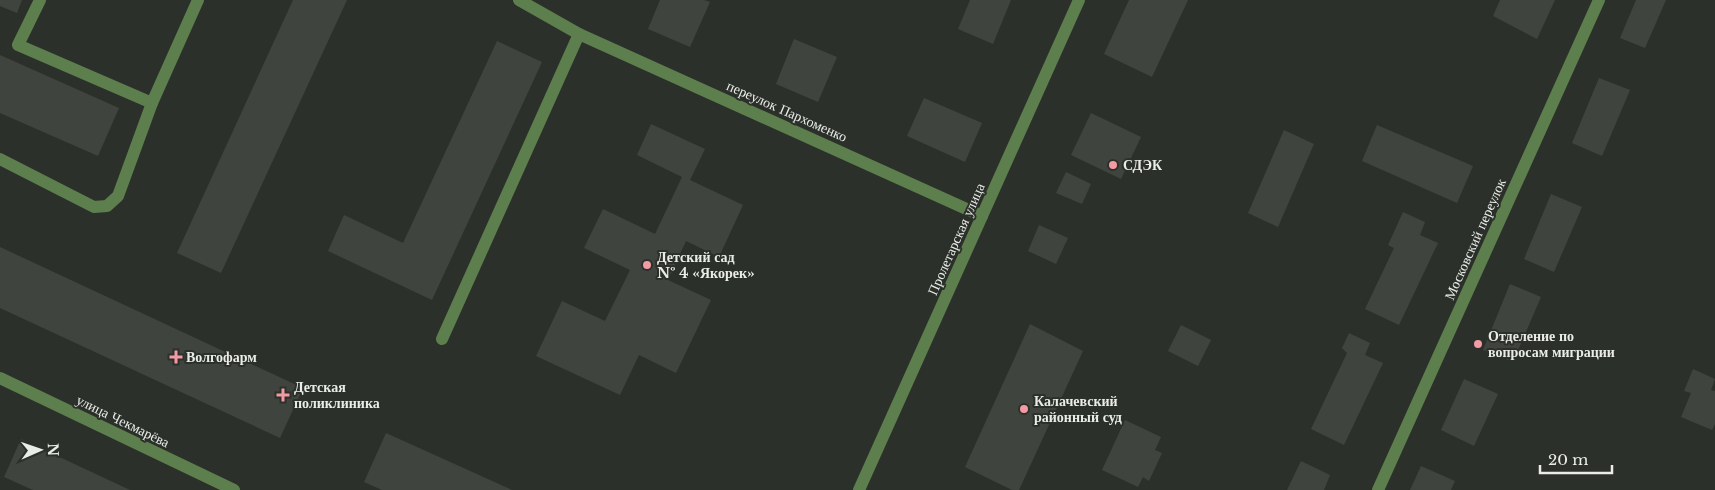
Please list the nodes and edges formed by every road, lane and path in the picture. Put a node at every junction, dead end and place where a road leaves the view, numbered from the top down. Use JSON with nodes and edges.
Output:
{"nodes":[{"id":1,"x":40,"y":0,"type":"edge"},
{"id":2,"x":198,"y":0,"type":"edge"},
{"id":3,"x":518,"y":0,"type":"edge"},
{"id":4,"x":1079,"y":0,"type":"edge"},
{"id":5,"x":1599,"y":0,"type":"edge"},
{"id":6,"x":579,"y":34,"type":"junction"},
{"id":7,"x":152,"y":103,"type":"junction"},
{"id":8,"x":0,"y":159,"type":"edge"},
{"id":9,"x":982,"y":216,"type":"junction"},
{"id":10,"x":442,"y":339,"type":"dead end"},
{"id":11,"x":0,"y":378,"type":"edge"},
{"id":12,"x":234,"y":490,"type":"edge"},
{"id":13,"x":859,"y":490,"type":"edge"},
{"id":14,"x":1378,"y":490,"type":"edge"}],
"edges":[{"from":1,"to":7,"type":"street"},
{"from":2,"to":7,"type":"street"},
{"from":3,"to":6,"type":"street","name":"переулок Пархоменко"},
{"from":4,"to":9,"type":"street","name":"Пролетарская улица"},
{"from":5,"to":14,"type":"street","name":"Московский переулок"},
{"from":6,"to":9,"type":"street","name":"переулок Пархоменко"},
{"from":6,"to":10,"type":"street"},
{"from":7,"to":8,"type":"street"},
{"from":9,"to":13,"type":"street","name":"Пролетарская улица"},
{"from":11,"to":12,"type":"street","name":"улица Чекмарёва"}]}
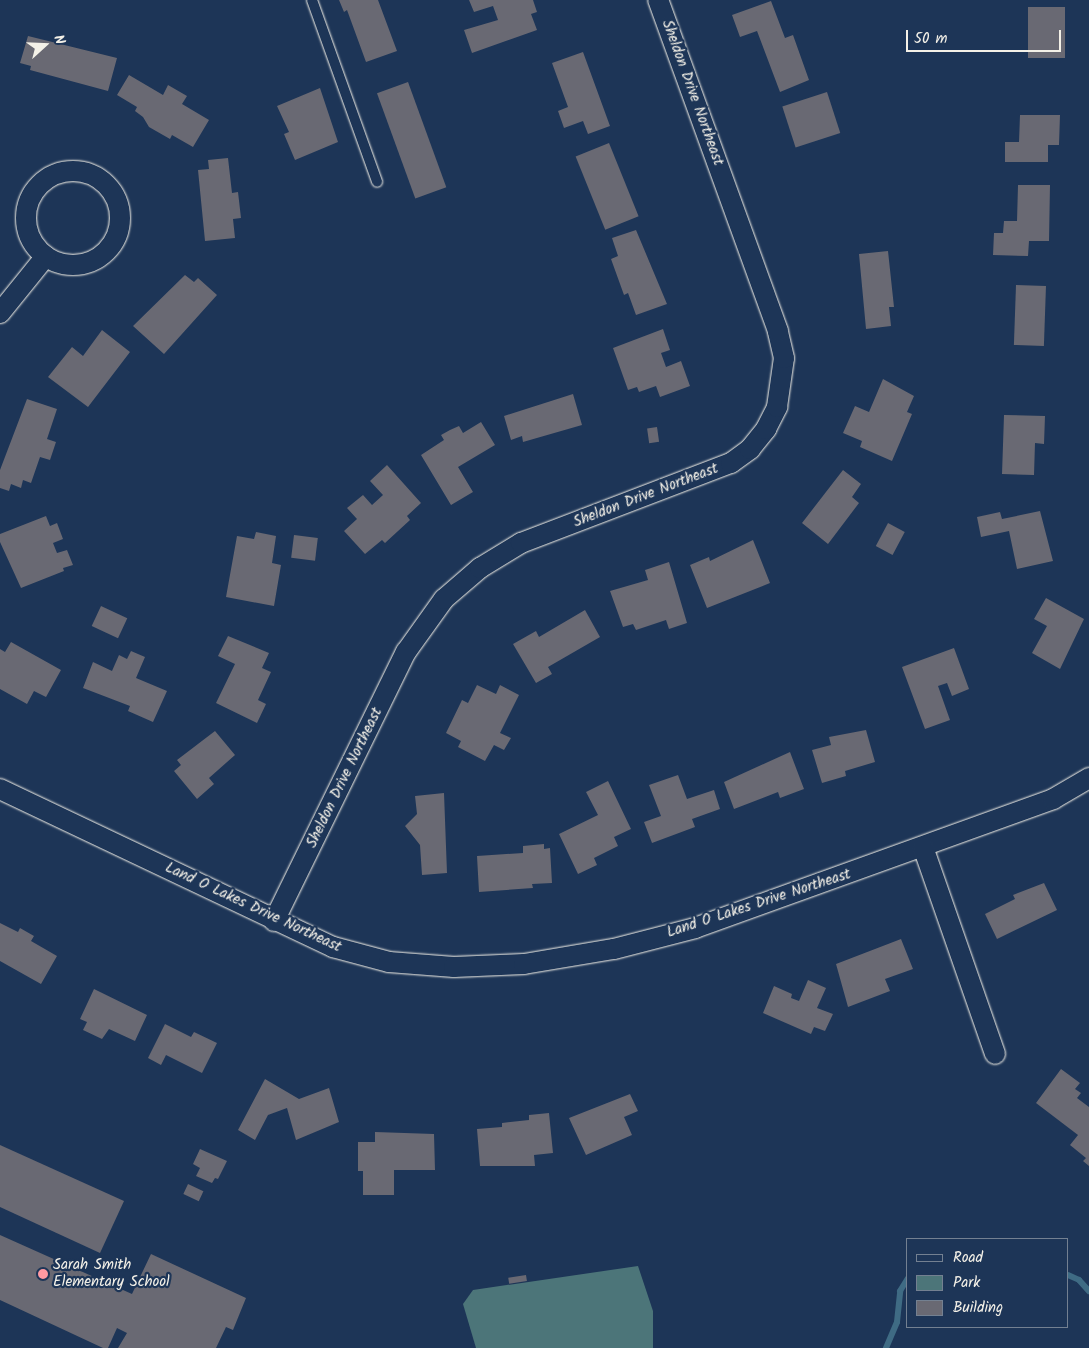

[Task description] Reproduce the listing exactly. Do not include its images.

[Response below]
Please list the nodes and edges formed by every road, lane and path in the picture. Put a node at every junction, dead end and place where a road leaves the view, numbered from the top down. Use JSON with nodes and edges.
Output:
{"nodes":[{"id":1,"x":40,"y":0,"type":"edge"},
{"id":2,"x":198,"y":0,"type":"edge"},
{"id":3,"x":518,"y":0,"type":"edge"},
{"id":4,"x":1079,"y":0,"type":"edge"},
{"id":5,"x":1599,"y":0,"type":"edge"},
{"id":6,"x":579,"y":34,"type":"junction"},
{"id":7,"x":152,"y":103,"type":"junction"},
{"id":8,"x":0,"y":159,"type":"edge"},
{"id":9,"x":982,"y":216,"type":"junction"},
{"id":10,"x":442,"y":339,"type":"dead end"},
{"id":11,"x":0,"y":378,"type":"edge"},
{"id":12,"x":234,"y":490,"type":"edge"},
{"id":13,"x":859,"y":490,"type":"edge"},
{"id":14,"x":1378,"y":490,"type":"edge"}],
"edges":[{"from":1,"to":7,"type":"street"},
{"from":2,"to":7,"type":"street"},
{"from":3,"to":6,"type":"street","name":"переулок Пархоменко"},
{"from":4,"to":9,"type":"street","name":"Пролетарская улица"},
{"from":5,"to":14,"type":"street","name":"Московский переулок"},
{"from":6,"to":9,"type":"street","name":"переулок Пархоменко"},
{"from":6,"to":10,"type":"street"},
{"from":7,"to":8,"type":"street"},
{"from":9,"to":13,"type":"street","name":"Пролетарская улица"},
{"from":11,"to":12,"type":"street","name":"улица Чекмарёва"}]}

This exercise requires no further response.